Une œuvre historique exceptionnelle

La tapisserie de Bayeux est une broderie monumentale de près de 70 mètres de long, réalisée sur une toile de lin et brodée avec des fils de laine colorée. Elle aurait probablement été commandée par Odon de Bayeux, évêque et demi-frère de Guillaume le Conquérant, afin de glorifier la victoire et la conquête normande en Angleterre. Réalisée dans un atelier anglo-saxon, elle présente 58 scènes détaillant les événements ayant conduit à la bataille d’Hastings, le 14 octobre 1066.
Au-delà de sa dimension artistique, l’œuvre est également une source précieuse pour l’étude de l’Histoire médiévale. Elle illustre avec une grande précision les costumes, les armes, les navires et les traditions du XIe siècle. On y retrouve aussi des personnages historiques emblématiques, notamment Guillaume, duc de Normandie, ainsi que son rival Harold Godwinson, dernier roi anglo-saxon d’Angleterre.

Un parcours mouvementé à travers les siècles

Longtemps conservée dans la cathédrale de Bayeux, la tapisserie était exposée une fois par an aux fidèles. Pendant la Révolution, elle faillit disparaître lorsque les sans-culottes tentèrent de la découper pour en faire des bâches destinées aux chariots militaires. Fort heureusement, elle fut sauvée de justesse par un avocat, Léonard Lambert-Leforestier, avant que la commission des arts du district de Bayeux ne s’en saisisse officiellement en 1794 pour en assurer la sauvegarde.
En 1803, elle fut envoyée à Paris pour être exposée au Louvre pendant plusieurs mois. Certains avancent que le Premier consul Bonaparte y aurait vu un puissant symbole, susceptible d’inspirer et de galvaniser le peuple français en vue de son éventuelle invasion de l’Angleterre.
Au XXe siècle, la tapisserie attira l’attention du IIIe Reich. En effet, elle fut transférée en 1941 à Paris où elle fut minutieusement étudiée par des membres de l’Ahnenerbe, « Société pour la recherche et l'enseignement sur l'héritage ancestral »), créée par le Reichsführer-SS Heinrich Himmler. Cette organisation, chargée de légitimer les thèses racialistes du régime à travers l’archéologie, l’anthropologie et l’histoire, voyait alors dans la tapisserie une trace de l’héritage germanique des Normands.
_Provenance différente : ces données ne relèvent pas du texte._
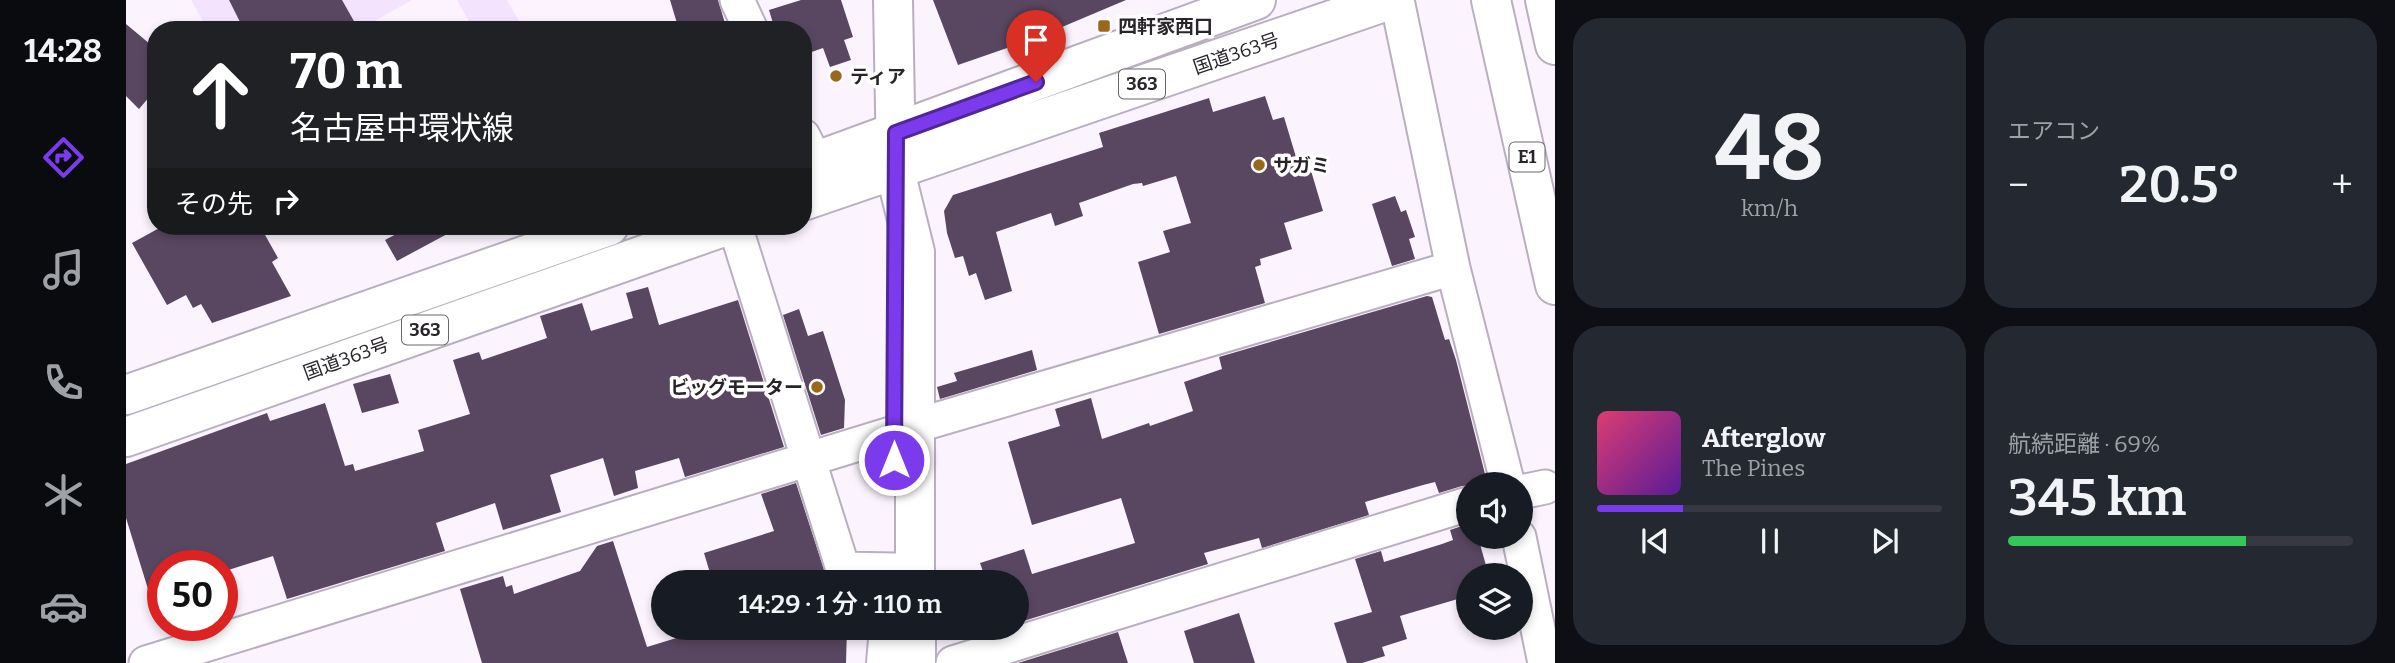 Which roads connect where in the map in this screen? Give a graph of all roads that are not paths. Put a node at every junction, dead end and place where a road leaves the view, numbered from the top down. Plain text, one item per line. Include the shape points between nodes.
1 (737, 0) edge
2 (892, 0) edge
3 (1256, 0) edge
4 (1390, 0) edge
5 (1397, 0) edge
6 (1495, 15) edge
7 (747, 21) edge
8 (896, 133) junction
9 (812, 154) edge
10 (895, 171) junction
11 (812, 198) edge
12 (583, 235) edge
13 (700, 235) edge
14 (738, 235) edge
15 (1453, 268) junction
16 (1555, 285) edge
17 (126, 395) edge
18 (905, 429) junction
19 (126, 437) edge
20 (809, 459) junction
21 (1505, 472) edge
22 (1456, 508) edge
23 (1522, 549) edge
24 (850, 570) edge
25 (901, 570) edge
26 (888, 640) edge
27 (916, 640) edge
28 (146, 663) edge
29 (886, 663) edge
30 (916, 663) edge
31 (953, 663) edge
32 (1545, 663) edge

1 - 7 street
2 - 8 main road
3 - 8 main road, 363
4 - 10 main road, 国道363号 / 363
5 - 15 street
6 - 16 main road, E1
8 - 9 main road, 363
8 - 10 main road
10 - 11 main road, 国道363号 / 363
10 - 18 main road via 915,252
12 - 17 main road, 国道363号 / 363
13 - 19 main road, 国道363号 / 363
14 - 20 street
15 - 18 street
15 - 21 street
18 - 20 street
18 - 25 main road
20 - 24 street via 844,569
20 - 28 street
22 - 31 street
23 - 32 street
26 - 29 main road
27 - 30 main road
Une découverte inattendue dans les affaires d’un nazi

En novembre dernier, une découverte a secoué le monde de l’art : un fragment de la tapisserie de Bayeux a été retrouvé dans les archives de l’État de Schleswig-Holstein, au nord de l'Allemagne, parmi les biens de Karl Schlabow, un archéologue spécialisé dans le textile et membre, justement, de l’Ahnenerbe. Cet universitaire allemand avait mené des analyses sur la tapisserie durant la Seconde Guerre mondiale et avait prélevé « deux petits fragments, uniquement de lin, qui font entre 1 et 2 cm, pris sur le revers, à un endroit qui n'est pas précisément localisé », selon Clémentine Paquier-Berthelot, chargée de la programmation numérique et documentaire aux musées de Bayeux. Ce prélèvement, passé inaperçu au moment de la Libération, aurait ainsi permis à Schlabow de regagner l’Allemagne avec son butin sans être inquiété.
Désormais identifié, ces fragments seront exposés dans un premier temps au sein d’un musée allemand avant d’être restitués à la France à la fin de l’année. Ils rejoindront, ensuite, la tapisserie de Bayeux mais ne pourront être visibles par le public qu’à partir de 2027. En effet, le musée de Bayeux s’apprête à fermer ses portes pour deux longues années de travaux, dans le cadre d’un ambitieux projet d’agrandissement et de modernisation.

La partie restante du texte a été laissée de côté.